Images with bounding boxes
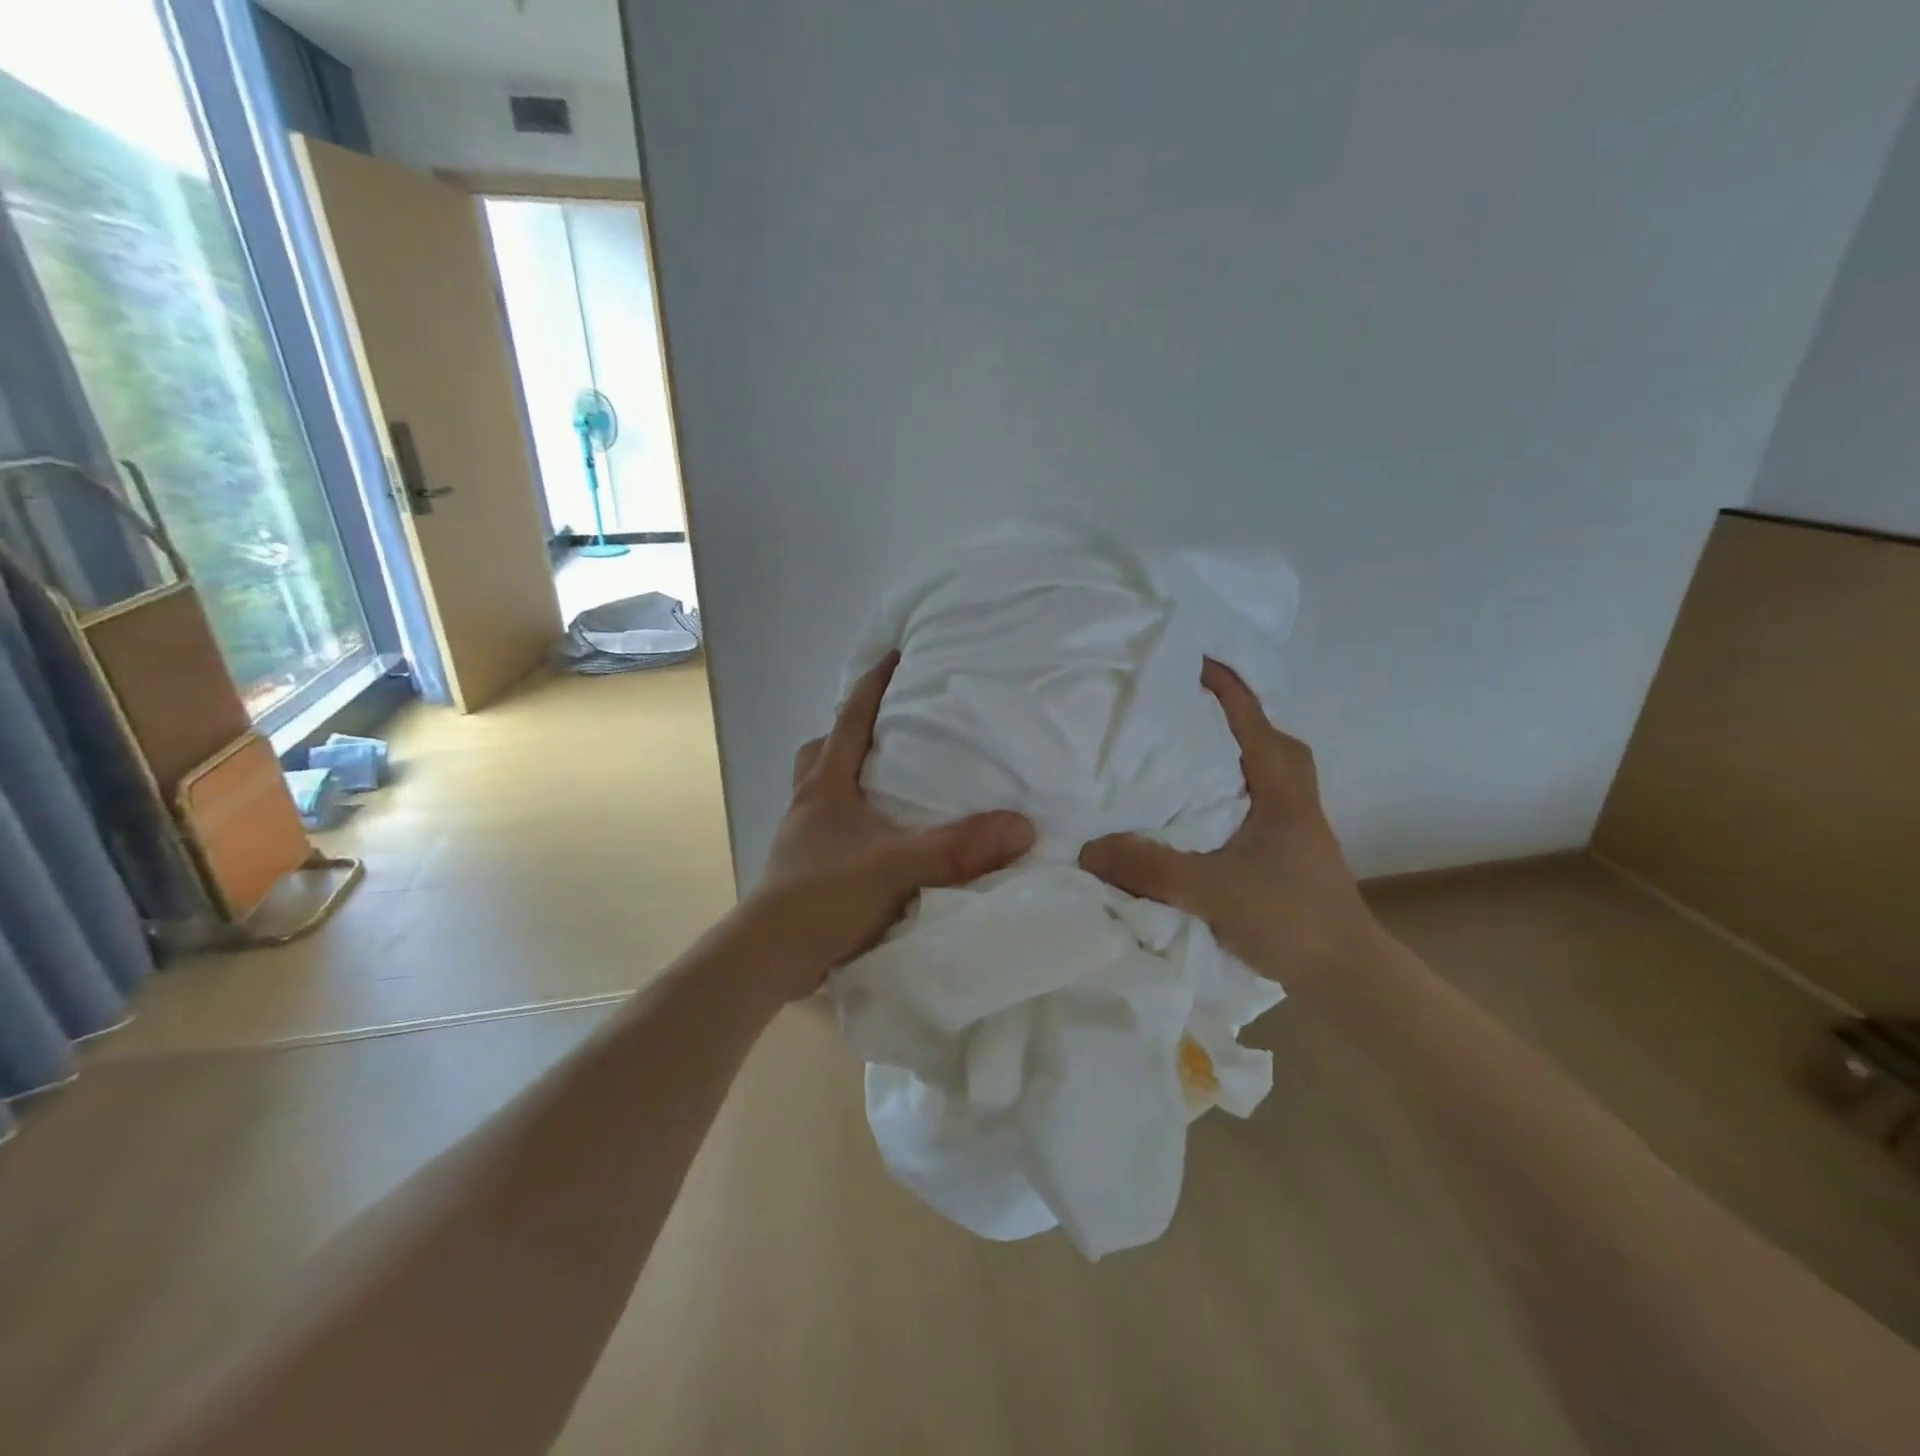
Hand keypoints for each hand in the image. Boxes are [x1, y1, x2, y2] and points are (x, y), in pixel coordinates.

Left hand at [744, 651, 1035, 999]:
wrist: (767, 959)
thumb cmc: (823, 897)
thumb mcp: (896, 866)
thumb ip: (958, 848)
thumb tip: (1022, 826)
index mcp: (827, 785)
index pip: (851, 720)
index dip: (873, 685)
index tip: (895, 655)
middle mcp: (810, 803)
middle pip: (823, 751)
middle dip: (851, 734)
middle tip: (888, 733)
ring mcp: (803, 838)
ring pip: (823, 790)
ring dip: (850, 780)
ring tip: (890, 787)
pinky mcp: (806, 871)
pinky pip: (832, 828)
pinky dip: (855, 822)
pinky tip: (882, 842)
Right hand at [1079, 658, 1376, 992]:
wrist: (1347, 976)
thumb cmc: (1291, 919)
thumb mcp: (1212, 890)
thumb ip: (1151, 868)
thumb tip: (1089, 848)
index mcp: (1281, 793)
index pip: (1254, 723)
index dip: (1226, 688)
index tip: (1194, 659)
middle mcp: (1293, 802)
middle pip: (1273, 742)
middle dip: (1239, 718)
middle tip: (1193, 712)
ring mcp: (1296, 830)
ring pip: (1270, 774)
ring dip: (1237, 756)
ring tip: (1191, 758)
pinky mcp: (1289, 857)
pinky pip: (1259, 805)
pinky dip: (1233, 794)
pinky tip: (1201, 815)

### [What you should do]
Where an entry contains an image, skip the image and write out the rest exactly.

### [Written answer]
Hand keypoints for each hand in the image. Boxes are [x1, y1, x2, y2] and points are (x, y), in pixel coordinates.

Left hand at [744, 651, 1035, 999]:
wrist: (767, 959)
thumb cmc: (823, 897)
thumb mcp: (896, 866)
thumb ip: (958, 848)
thumb tip: (1022, 826)
index mcp: (827, 785)
index pip: (851, 720)
index dip: (873, 685)
index tip: (895, 655)
middle mcp: (810, 803)
middle pip: (823, 751)
middle dip: (851, 734)
middle tip: (888, 733)
ring mcp: (803, 838)
ring pip: (823, 790)
ring dip: (850, 780)
ring tip: (890, 787)
pinky mcp: (806, 871)
pinky pip: (832, 828)
pinky dip: (855, 822)
pinky tip: (882, 842)
Right hand at [1079, 658, 1376, 992]:
wrist: (1347, 976)
thumb cmc: (1291, 919)
thumb mcp: (1212, 890)
thumb ip: (1151, 868)
thumb tip: (1089, 848)
index mcp: (1281, 793)
index pip: (1254, 723)
index dip: (1226, 688)
index tip: (1194, 659)
middle mcp: (1293, 802)
middle pip: (1273, 742)
middle dip: (1239, 718)
middle tip: (1193, 712)
ring mcp: (1296, 830)
ring pip: (1270, 774)
ring dip: (1237, 756)
ring tip: (1191, 758)
pinky mcp: (1289, 857)
pinky pip: (1259, 805)
pinky dip: (1233, 794)
pinky tip: (1201, 815)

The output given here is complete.